▶ **EXERCISE OBJECTIVE**
Omit every picture and return the rest of the data unaltered.

■ ■ ■ ■

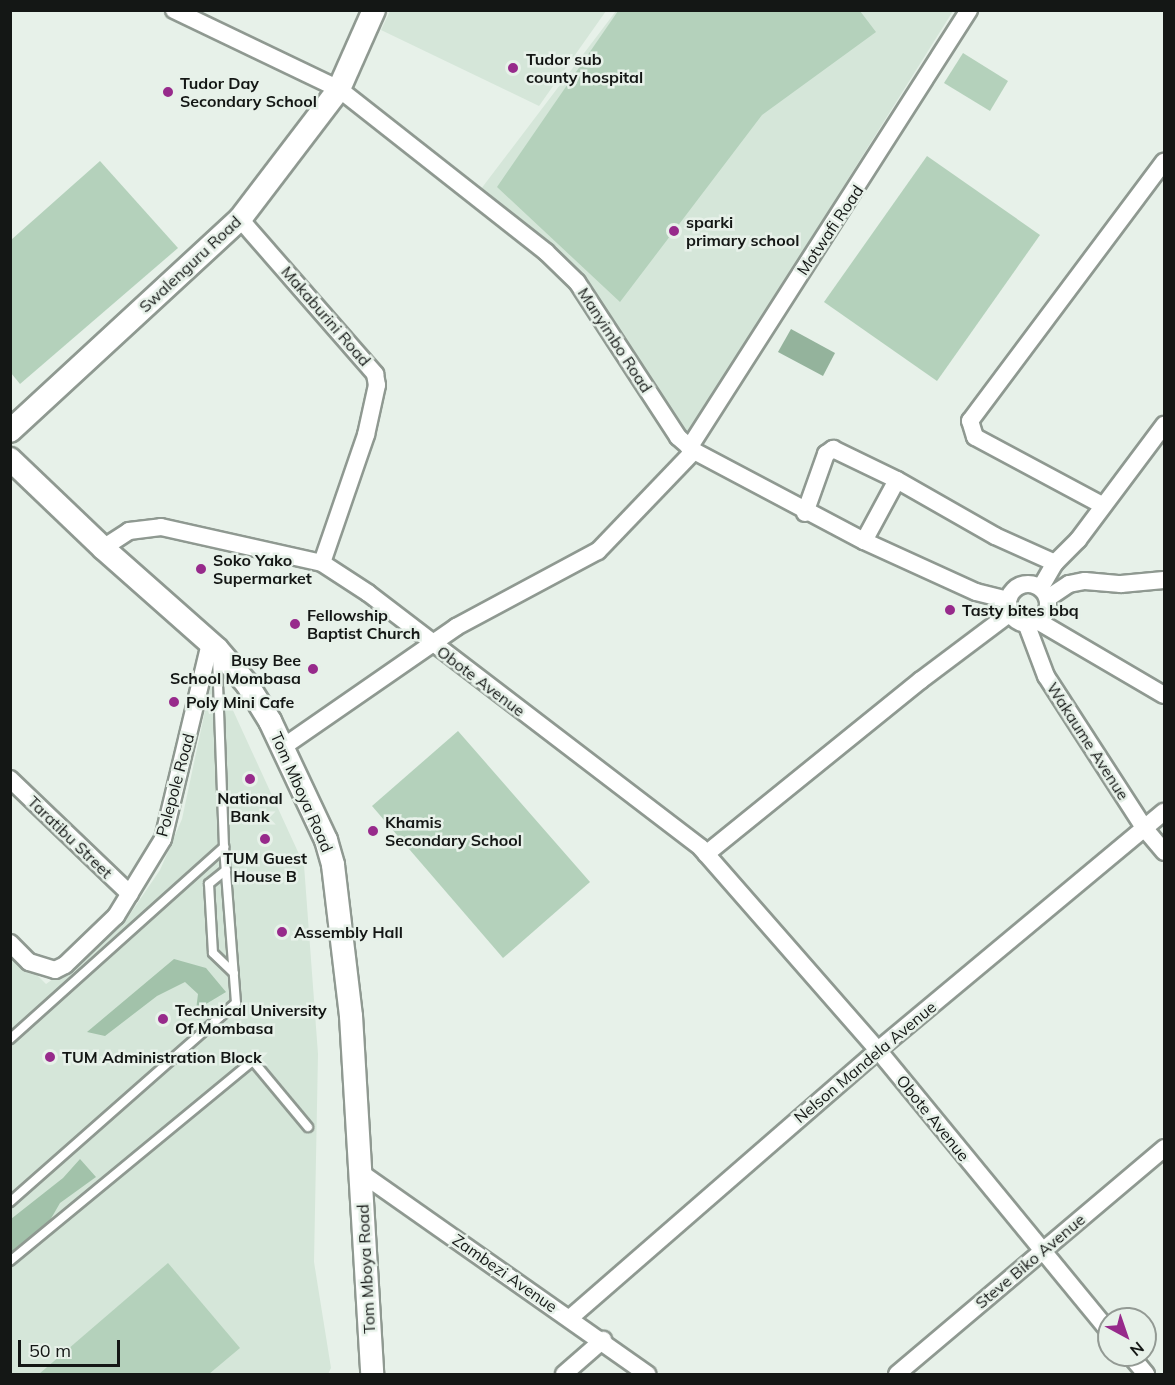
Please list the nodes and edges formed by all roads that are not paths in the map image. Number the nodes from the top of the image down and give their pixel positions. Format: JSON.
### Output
{"nodes":[{"id":1,"x":174,"y":10,"type":"edge"},
{"id":2,"x":374,"y":10,"type":"edge"},
{"id":3,"x":969,"y":10,"type":"edge"},
{"id":4,"x":339,"y":89,"type":"junction"},
{"id":5,"x":1164,"y":162,"type":"edge"},
{"id":6,"x":240,"y":219,"type":"junction"},
{"id":7,"x":1164,"y":425,"type":"edge"},
{"id":8,"x":10,"y":431,"type":"edge"},
{"id":9,"x":691,"y":449,"type":"junction"},
{"id":10,"x":10,"y":459,"type":"edge"},
{"id":11,"x":897,"y":480,"type":"junction"},
{"id":12,"x":1102,"y":505,"type":"junction"},
{"id":13,"x":805,"y":513,"type":"junction"},
{"id":14,"x":864,"y":541,"type":"junction"},
{"id":15,"x":103,"y":548,"type":"junction"},
{"id":16,"x":1059,"y":560,"type":"junction"},
{"id":17,"x":322,"y":563,"type":"junction"},
{"id":18,"x":1164,"y":580,"type":"edge"},
{"id":19,"x":1085,"y":581,"type":"junction"},
{"id":20,"x":1045,"y":593,"type":"junction"},
{"id":21,"x":1008,"y":607,"type":"junction"},
{"id":22,"x":1031,"y":622,"type":"junction"},
{"id":23,"x":430,"y":643,"type":"junction"},
{"id":24,"x":214,"y":646,"type":"junction"},
{"id":25,"x":1164,"y":695,"type":"edge"},
{"id":26,"x":283,"y":747,"type":"junction"},
{"id":27,"x":10,"y":779,"type":"edge"},
{"id":28,"x":1164,"y":812,"type":"edge"},
{"id":29,"x":1145,"y":829,"type":"junction"},
{"id":30,"x":224,"y":847,"type":"junction"},
{"id":31,"x":1164,"y":852,"type":"edge"},
{"id":32,"x":706,"y":854,"type":"junction"},
{"id":33,"x":226,"y":870,"type":"junction"},
{"id":34,"x":130,"y":894,"type":"junction"},
{"id":35,"x":10,"y":943,"type":"edge"},
{"id":36,"x":234,"y":973,"type":"junction"},
{"id":37,"x":10,"y":1039,"type":"edge"},
{"id":38,"x":878,"y":1050,"type":"junction"},
{"id":39,"x":309,"y":1127,"type":"dead end"},
{"id":40,"x":1164,"y":1149,"type":"edge"},
{"id":41,"x":361,"y":1173,"type":"junction"},
{"id":42,"x":10,"y":1202,"type":"edge"},
{"id":43,"x":1041,"y":1251,"type":"junction"},
{"id":44,"x":10,"y":1261,"type":"edge"},
{"id":45,"x":1097,"y":1317,"type":"edge"},
{"id":46,"x":570,"y":1318,"type":"junction"},
{"id":47,"x":603,"y":1340,"type":"junction"},
{"id":48,"x":372,"y":1374,"type":"edge"},
{"id":49,"x":564,"y":1374,"type":"edge"},
{"id":50,"x":647,"y":1374,"type":"edge"},
{"id":51,"x":897,"y":1374,"type":"edge"}],
"edges":[{"from":1,"to":4,"type":"street","name":"Manyimbo Road"},
{"from":2,"to":4,"type":"main road","name":"Swalenguru Road"},
{"from":3,"to":9,"type":"street","name":"Motwafi Road"},
{"from":4,"to":6,"type":"main road","name":"Swalenguru Road"},
{"from":4,"to":9,"type":"street","name":"Manyimbo Road"},
{"from":5,"to":12,"type":"street"},
{"from":6,"to":8,"type":"main road","name":"Swalenguru Road"},
{"from":6,"to":17,"type":"street","name":"Makaburini Road"},
{"from":7,"to":12,"type":"street"},
{"from":9,"to":13,"type":"street","name":"Manyimbo Road"},
{"from":9,"to":23,"type":"street","name":"Motwafi Road"},
{"from":10,"to":15,"type":"main road","name":"Tom Mboya Road"},
{"from":11,"to":13,"type":"street"},
{"from":11,"to":14,"type":"street"},
{"from":11,"to":16,"type":"street"},
{"from":12,"to":16,"type":"street"},
{"from":13,"to":14,"type":"street","name":"Manyimbo Road"},
{"from":14,"to":21,"type":"street","name":"Manyimbo Road"},
{"from":15,"to":17,"type":"street","name":"Obote Avenue"},
{"from":15,"to":24,"type":"main road","name":"Tom Mboya Road"},
{"from":16,"to":19,"type":"street"},
{"from":16,"to":20,"type":"street"},
{"from":17,"to":23,"type":"street","name":"Obote Avenue"},
{"from":18,"to":19,"type":"street"},
{"from":19,"to":20,"type":"street"},
{"from":20,"to":21,"type":"street"},
{"from":20,"to":22,"type":"street"},
{"from":21,"to":22,"type":"street"},
{"from":21,"to":32,"type":"street"},
{"from":22,"to":25,"type":"street"},
{"from":22,"to":29,"type":"street","name":"Wakaume Avenue"},
{"from":23,"to":26,"type":"street","name":"Motwafi Road"},
{"from":23,"to":32,"type":"street","name":"Obote Avenue"},
{"from":24,"to":26,"type":"main road","name":"Tom Mboya Road"},
{"from":24,"to":30,"type":"lane"},
{"from":24,"to":34,"type":"street","name":"Polepole Road"},
{"from":26,"to":41,"type":"main road","name":"Tom Mboya Road"},
{"from":27,"to":34,"type":"street","name":"Taratibu Street"},
{"from":28,"to":29,"type":"street","name":"Nelson Mandela Avenue"},
{"from":29,"to":31,"type":"street","name":"Wakaume Avenue"},
{"from":29,"to":38,"type":"street","name":"Nelson Mandela Avenue"},
{"from":30,"to":33,"type":"lane"},
{"from":30,"to":37,"type":"lane"},
{"from":32,"to":38,"type":"street","name":"Obote Avenue"},
{"from":33,"to":36,"type":"lane"},
{"from":33,"to":36,"type":"lane"},
{"from":34,"to":35,"type":"street","name":"Polepole Road"},
{"from":36,"to":42,"type":"lane"},
{"from":38,"to":43,"type":"street","name":"Obote Avenue"},
{"from":38,"to":46,"type":"street","name":"Nelson Mandela Avenue"},
{"from":39,"to":44,"type":"lane"},
{"from":40,"to":43,"type":"street","name":"Steve Biko Avenue"},
{"from":41,"to":46,"type":"street","name":"Zambezi Avenue"},
{"from":41,"to":48,"type":"main road","name":"Tom Mboya Road"},
{"from":43,"to":45,"type":"street","name":"Obote Avenue"},
{"from":43,"to":51,"type":"street","name":"Steve Biko Avenue"},
{"from":46,"to":47,"type":"street","name":"Zambezi Avenue"},
{"from":47,"to":49,"type":"street"},
{"from":47,"to":50,"type":"street","name":"Zambezi Avenue"}]}
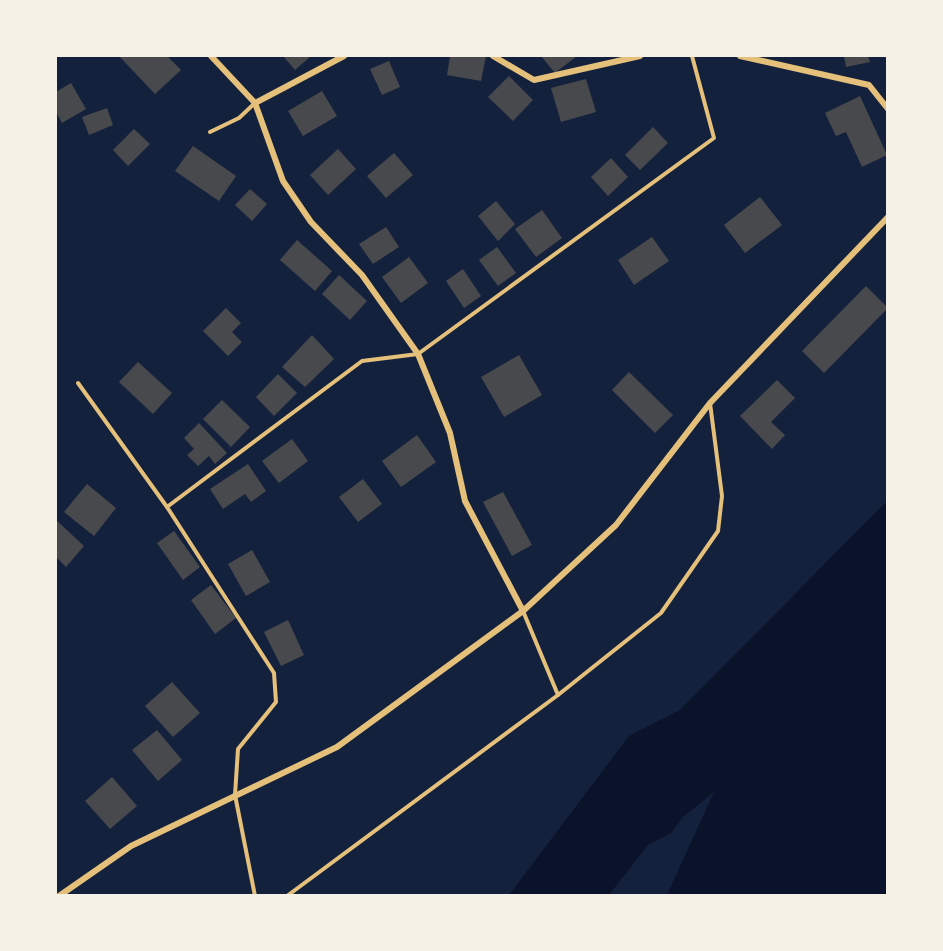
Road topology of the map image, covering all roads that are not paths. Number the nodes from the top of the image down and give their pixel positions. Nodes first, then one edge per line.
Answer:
1 (211, 56) edge
2 (344, 56) edge
3 (494, 56) edge
4 (640, 56) edge
5 (692, 56) edge
6 (740, 56) edge
7 (255, 102) junction
8 (888, 109) edge
9 (210, 132) dead end
10 (888, 217) edge
11 (418, 354) junction
12 (78, 383) dead end
13 (710, 403) junction
14 (167, 507) junction
15 (523, 611) junction
16 (558, 695) junction
17 (235, 795) junction
18 (59, 896) edge
19 (255, 896) edge
20 (287, 896) edge

1 - 7 street
2 - 7 street
3 - 4 street
5 - 11 lane
6 - 8 street
7 - 9 lane
7 - 11 street
10 - 13 street
11 - 14 lane
11 - 15 street
12 - 14 lane
13 - 15 street
13 - 16 lane
14 - 17 lane
15 - 16 lane
15 - 17 street
16 - 20 lane
17 - 18 street
17 - 19 lane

■ ■ ■ ■

▶ **SOLUTION TO THE EXERCISE**
Please list the nodes and edges formed by all roads that are not paths in the map image. Number the nodes from the top of the image down and give their pixel positions. Format: JSON.
### Output
{"nodes":[{"id":1,"x":174,"y":10,"type":"edge"},
{"id":2,"x":374,"y":10,"type":"edge"},
{"id":3,"x":969,"y":10,"type":"edge"},
{"id":4,"x":339,"y":89,"type":"junction"},
{"id":5,"x":1164,"y":162,"type":"edge"},
{"id":6,"x":240,"y":219,"type":"junction"},
{"id":7,"x":1164,"y":425,"type":"edge"},
{"id":8,"x":10,"y":431,"type":"edge"},
{"id":9,"x":691,"y":449,"type":"junction"},
{"id":10,"x":10,"y":459,"type":"edge"},
{"id":11,"x":897,"y":480,"type":"junction"},
{"id":12,"x":1102,"y":505,"type":"junction"},
{"id":13,"x":805,"y":513,"type":"junction"},
{"id":14,"x":864,"y":541,"type":"junction"},
{"id":15,"x":103,"y":548,"type":"junction"},
{"id":16,"x":1059,"y":560,"type":"junction"},
{"id":17,"x":322,"y":563,"type":"junction"},
{"id":18,"x":1164,"y":580,"type":"edge"},
{"id":19,"x":1085,"y":581,"type":"junction"},
{"id":20,"x":1045,"y":593,"type":"junction"},
{"id":21,"x":1008,"y":607,"type":"junction"},
{"id":22,"x":1031,"y":622,"type":"junction"},
{"id":23,"x":430,"y":643,"type":"junction"},
{"id":24,"x":214,"y":646,"type":"junction"},
{"id":25,"x":1164,"y":695,"type":"edge"},
{"id":26,"x":283,"y":747,"type":"junction"},
{"id":27,"x":10,"y":779,"type":"edge"},
{"id":28,"x":1164,"y":812,"type":"edge"},
{"id":29,"x":1145,"y":829,"type":"junction"},
{"id":30,"x":224,"y":847,"type":"junction"},
{"id":31,"x":1164,"y":852,"type":"edge"},
{"id":32,"x":706,"y":854,"type":"junction"},
{"id":33,"x":226,"y":870,"type":"junction"},
{"id":34,"x":130,"y":894,"type":"junction"},
{"id":35,"x":10,"y":943,"type":"edge"},
{"id":36,"x":234,"y":973,"type":"junction"},
{"id":37,"x":10,"y":1039,"type":"edge"},
{"id":38,"x":878,"y":1050,"type":"junction"},
{"id":39,"x":309,"y":1127,"type":"dead end"},
{"id":40,"x":1164,"y":1149,"type":"edge"},
{"id":41,"x":361,"y":1173,"type":"junction"},
{"id":42,"x":10,"y":1202,"type":"edge"},
{"id":43,"x":1041,"y":1251,"type":"junction"},
{"id":44,"x":10,"y":1261,"type":"edge"},
{"id":45,"x":1097,"y":1317,"type":"edge"},
{"id":46,"x":570,"y":1318,"type":"junction"},
{"id":47,"x":603,"y":1340,"type":"junction"},
{"id":48,"x":372,"y":1374,"type":"edge"},
{"id":49,"x":564,"y":1374,"type":"edge"},
{"id":50,"x":647,"y":1374,"type":"edge"},
{"id":51,"x":897,"y":1374,"type":"edge"}],
"edges":[{"from":1,"to":4,"type":"street","name":"Manyimbo Road"},
{"from":2,"to":4,"type":"main road","name":"Swalenguru Road"},
{"from":3,"to":9,"type":"street","name":"Motwafi Road"},
{"from":4,"to":6,"type":"main road","name":"Swalenguru Road"},
{"from":4,"to":9,"type":"street","name":"Manyimbo Road"},
{"from":5,"to":12,"type":"street"},
{"from":6,"to":8,"type":"main road","name":"Swalenguru Road"},
{"from":6,"to":17,"type":"street","name":"Makaburini Road"},
{"from":7,"to":12,"type":"street"},
{"from":9,"to":13,"type":"street","name":"Manyimbo Road"},
{"from":9,"to":23,"type":"street","name":"Motwafi Road"},
{"from":10,"to":15,"type":"main road","name":"Tom Mboya Road"},
{"from":11,"to":13,"type":"street"},
{"from":11,"to":14,"type":"street"},
{"from":11,"to":16,"type":"street"},
{"from":12,"to":16,"type":"street"},
{"from":13,"to":14,"type":"street","name":"Manyimbo Road"},
{"from":14,"to":21,"type":"street","name":"Manyimbo Road"},
{"from":15,"to":17,"type":"street","name":"Obote Avenue"},
{"from":15,"to":24,"type":"main road","name":"Tom Mboya Road"},
{"from":16,"to":19,"type":"street"},
{"from":16,"to":20,"type":"street"},
{"from":17,"to":23,"type":"street","name":"Obote Avenue"},
{"from":18,"to":19,"type":"street"},
{"from":19,"to":20,"type":"street"},
{"from":20,"to":21,"type":"street"},
{"from":20,"to":22,"type":"street"},
{"from":21,"to":22,"type":"street"},
{"from":21,"to":32,"type":"street"},
{"from":22,"to":25,"type":"street"},
{"from":22,"to":29,"type":"street","name":"Wakaume Avenue"},
{"from":23,"to":26,"type":"street","name":"Motwafi Road"},
{"from":23,"to":32,"type":"street","name":"Obote Avenue"},
{"from":24,"to":26,"type":"main road","name":"Tom Mboya Road"},
{"from":24,"to":30,"type":"lane"},
{"from":24,"to":34,"type":"street","name":"Polepole Road"},
{"from":26,"to":41,"type":"main road","name":"Tom Mboya Road"},
{"from":27,"to":34,"type":"street","name":"Taratibu Street"},
{"from":28,"to":29,"type":"street","name":"Nelson Mandela Avenue"},
{"from":29,"to":31,"type":"street","name":"Wakaume Avenue"},
{"from":29,"to":38,"type":"street","name":"Nelson Mandela Avenue"},
{"from":30,"to":33,"type":"lane"},
{"from":30,"to":37,"type":"lane"},
{"from":32,"to":38,"type":"street","name":"Obote Avenue"},
{"from":33,"to":36,"type":"lane"},
{"from":33,"to":36,"type":"lane"},
{"from":34,"to":35,"type":"street","name":"Polepole Road"},
{"from":36,"to":42,"type":"lane"},
{"from":38,"to":43,"type":"street","name":"Obote Avenue"},
{"from":38,"to":46,"type":"street","name":"Nelson Mandela Avenue"},
{"from":39,"to":44,"type":"lane"},
{"from":40,"to":43,"type":"street","name":"Steve Biko Avenue"},
{"from":41,"to":46,"type":"street","name":"Zambezi Avenue"},
{"from":41,"to":48,"type":"main road","name":"Tom Mboya Road"},
{"from":43,"to":45,"type":"street","name":"Obote Avenue"},
{"from":43,"to":51,"type":"street","name":"Steve Biko Avenue"},
{"from":46,"to":47,"type":"street","name":"Zambezi Avenue"},
{"from":47,"to":49,"type":"street"},
{"from":47,"to":50,"type":"street","name":"Zambezi Avenue"}]}
Road topology of the map image, covering all roads that are not paths. Number the nodes from the top of the image down and give their pixel positions. Nodes first, then one edge per line.
Answer:
1 (211, 56) edge
2 (344, 56) edge
3 (494, 56) edge
4 (640, 56) edge
5 (692, 56) edge
6 (740, 56) edge
7 (255, 102) junction
8 (888, 109) edge
9 (210, 132) dead end
10 (888, 217) edge
11 (418, 354) junction
12 (78, 383) dead end
13 (710, 403) junction
14 (167, 507) junction
15 (523, 611) junction
16 (558, 695) junction
17 (235, 795) junction
18 (59, 896) edge
19 (255, 896) edge
20 (287, 896) edge

1 - 7 street
2 - 7 street
3 - 4 street
5 - 11 lane
6 - 8 street
7 - 9 lane
7 - 11 street
10 - 13 street
11 - 14 lane
11 - 15 street
12 - 14 lane
13 - 15 street
13 - 16 lane
14 - 17 lane
15 - 16 lane
15 - 17 street
16 - 20 lane
17 - 18 street
17 - 19 lane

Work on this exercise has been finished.